* [YOUR OBJECTIVE]: Please copy each line of the listing that includes the string "paths".

* [INFORMATION PROVIDED]:

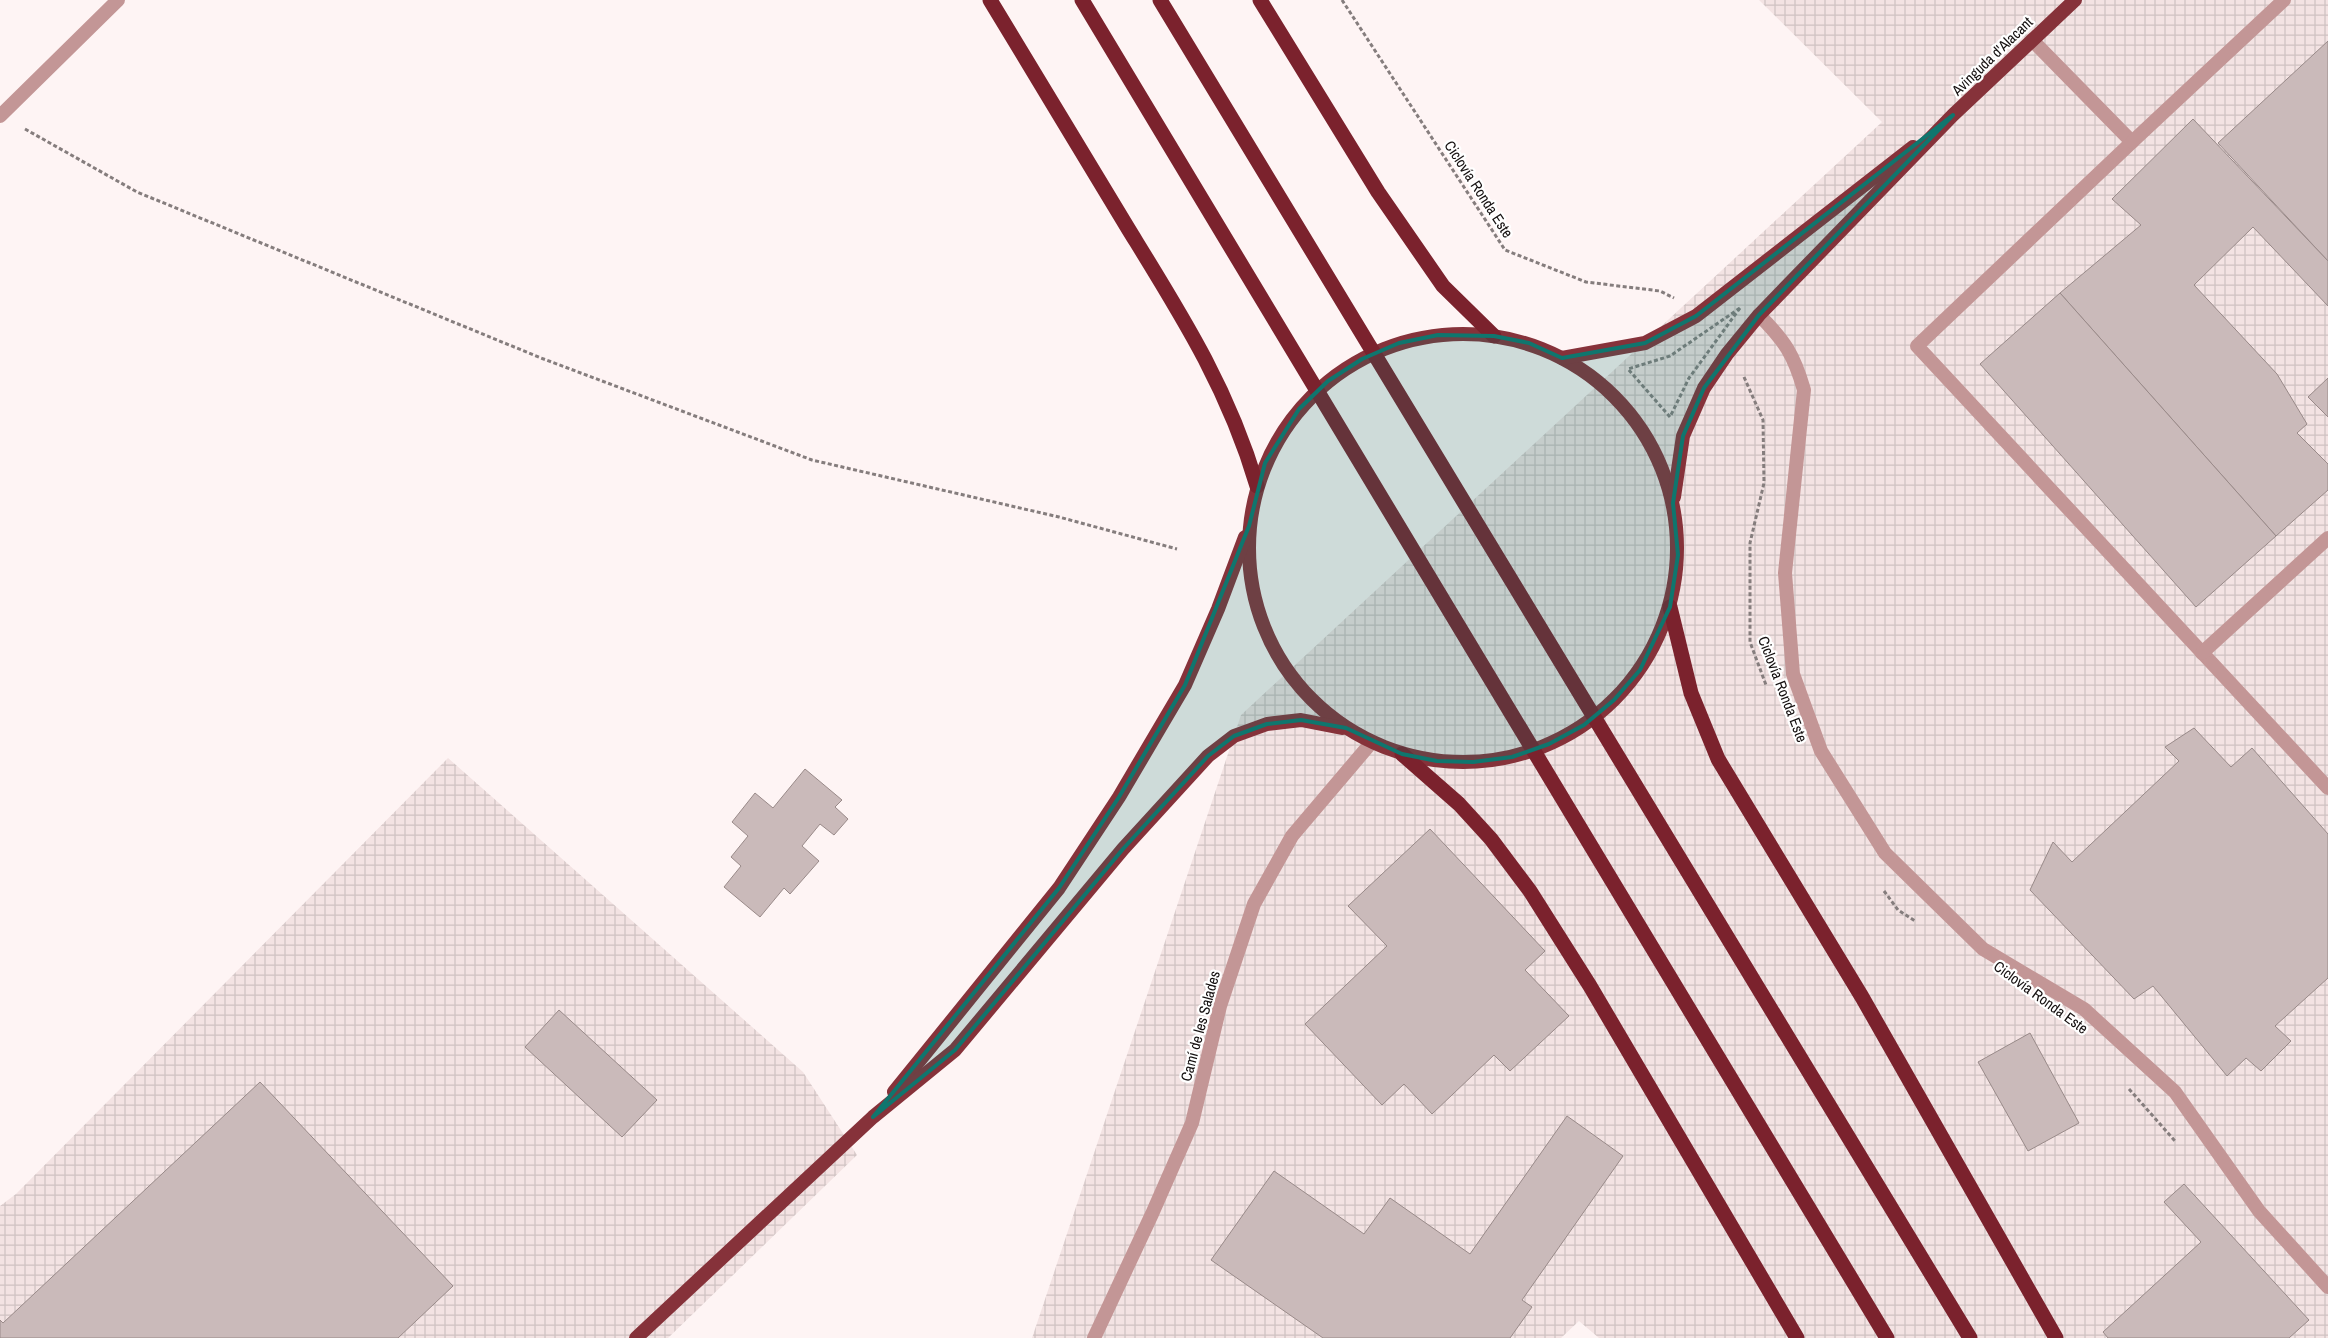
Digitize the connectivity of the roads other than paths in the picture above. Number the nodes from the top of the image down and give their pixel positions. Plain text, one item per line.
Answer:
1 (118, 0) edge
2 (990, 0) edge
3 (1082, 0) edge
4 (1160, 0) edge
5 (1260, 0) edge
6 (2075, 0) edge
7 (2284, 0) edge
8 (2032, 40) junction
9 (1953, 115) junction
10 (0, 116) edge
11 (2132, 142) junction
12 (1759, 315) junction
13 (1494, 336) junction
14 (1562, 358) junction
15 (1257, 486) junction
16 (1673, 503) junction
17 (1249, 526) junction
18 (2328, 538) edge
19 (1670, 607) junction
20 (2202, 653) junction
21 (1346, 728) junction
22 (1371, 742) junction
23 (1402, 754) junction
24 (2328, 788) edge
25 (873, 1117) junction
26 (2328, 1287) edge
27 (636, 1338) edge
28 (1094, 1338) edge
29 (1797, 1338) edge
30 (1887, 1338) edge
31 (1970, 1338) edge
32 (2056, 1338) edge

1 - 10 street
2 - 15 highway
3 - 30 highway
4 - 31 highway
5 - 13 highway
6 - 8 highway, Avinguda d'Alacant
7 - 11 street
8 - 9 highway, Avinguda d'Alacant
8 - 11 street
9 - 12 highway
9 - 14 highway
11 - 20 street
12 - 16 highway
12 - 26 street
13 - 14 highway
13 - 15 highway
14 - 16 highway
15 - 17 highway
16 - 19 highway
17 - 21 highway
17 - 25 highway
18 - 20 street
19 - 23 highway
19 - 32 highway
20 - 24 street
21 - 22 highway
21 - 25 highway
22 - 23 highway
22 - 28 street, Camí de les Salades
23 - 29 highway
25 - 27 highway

--

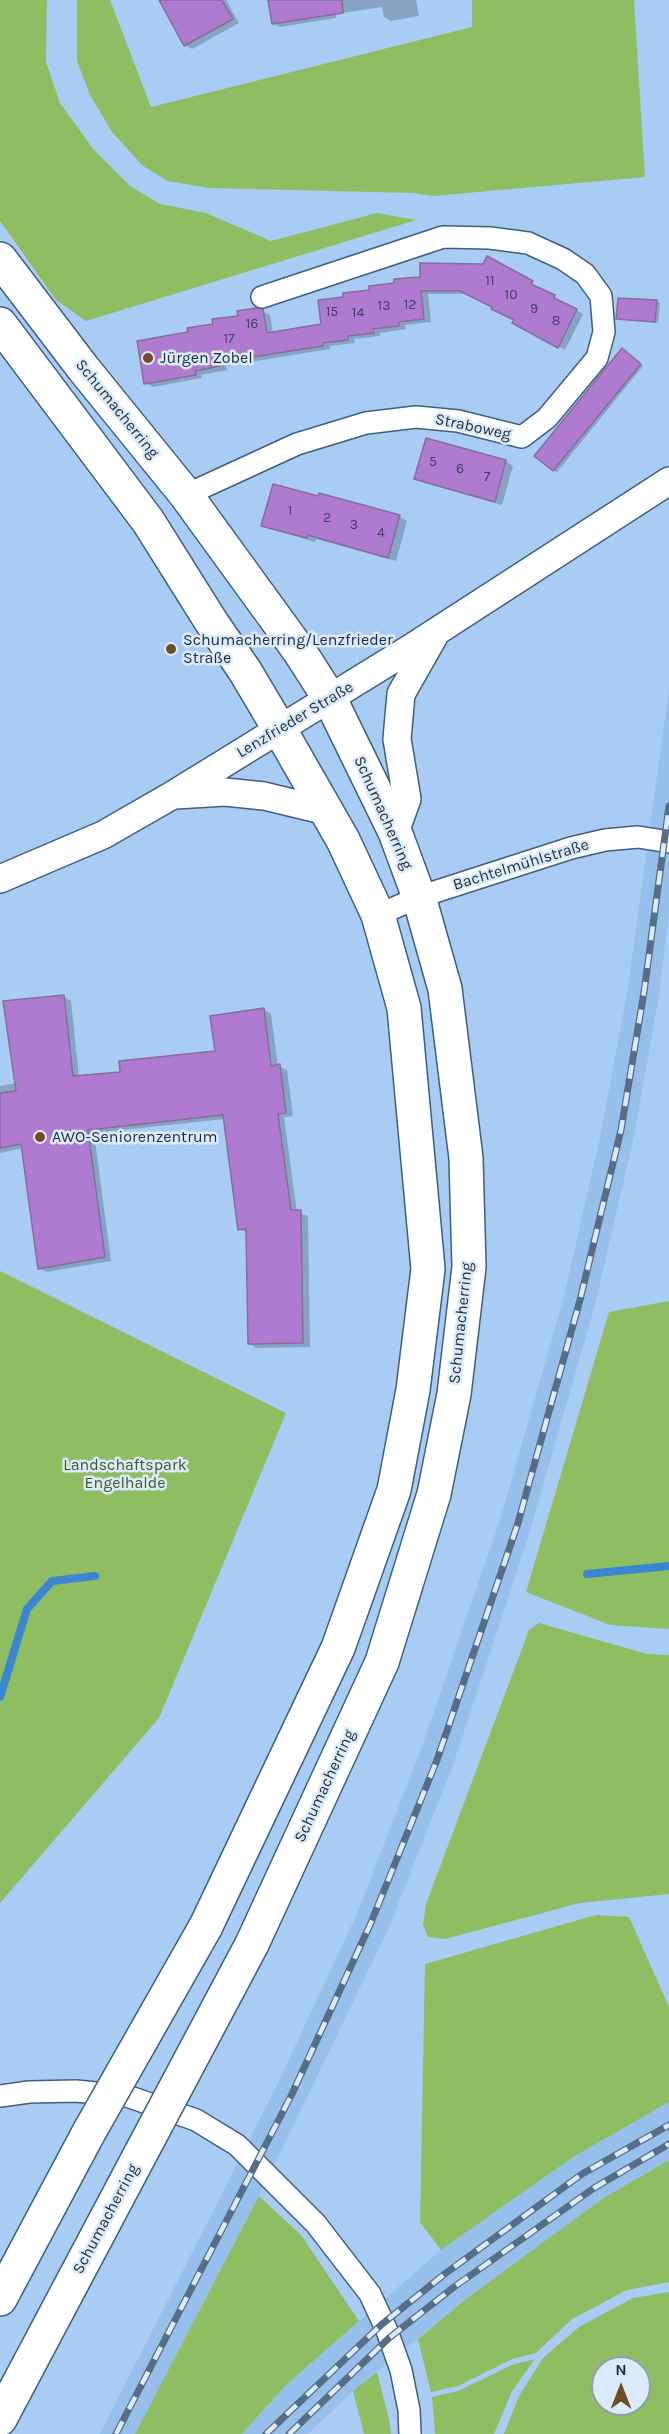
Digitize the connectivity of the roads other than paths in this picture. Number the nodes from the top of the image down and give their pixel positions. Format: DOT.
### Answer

* * *

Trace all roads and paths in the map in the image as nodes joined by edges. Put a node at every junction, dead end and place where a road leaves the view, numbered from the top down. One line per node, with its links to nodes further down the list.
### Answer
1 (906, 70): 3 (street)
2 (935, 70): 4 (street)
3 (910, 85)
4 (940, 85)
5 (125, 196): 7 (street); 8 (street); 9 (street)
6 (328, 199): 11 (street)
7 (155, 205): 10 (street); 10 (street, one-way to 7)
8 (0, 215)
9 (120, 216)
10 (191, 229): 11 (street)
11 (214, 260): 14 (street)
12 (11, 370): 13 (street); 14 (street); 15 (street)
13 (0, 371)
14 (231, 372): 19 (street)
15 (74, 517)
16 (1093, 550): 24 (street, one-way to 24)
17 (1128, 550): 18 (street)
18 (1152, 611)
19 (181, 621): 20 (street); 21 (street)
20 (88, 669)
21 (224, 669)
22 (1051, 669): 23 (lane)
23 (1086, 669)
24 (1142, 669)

* [THE COMPLETED TASK]:
Digitize the connectivity of the roads other than paths in the picture above. Number the nodes from the top of the image down and give their pixel positions. Plain text, one item per line.
Digitize the connectivity of the roads other than paths in this picture. Number the nodes from the top of the image down and give their pixel positions. Format: DOT.
Trace all roads and paths in the map in the image as nodes joined by edges. Put a node at every junction, dead end and place where a road leaves the view, numbered from the top down. One line per node, with its links to nodes further down the list.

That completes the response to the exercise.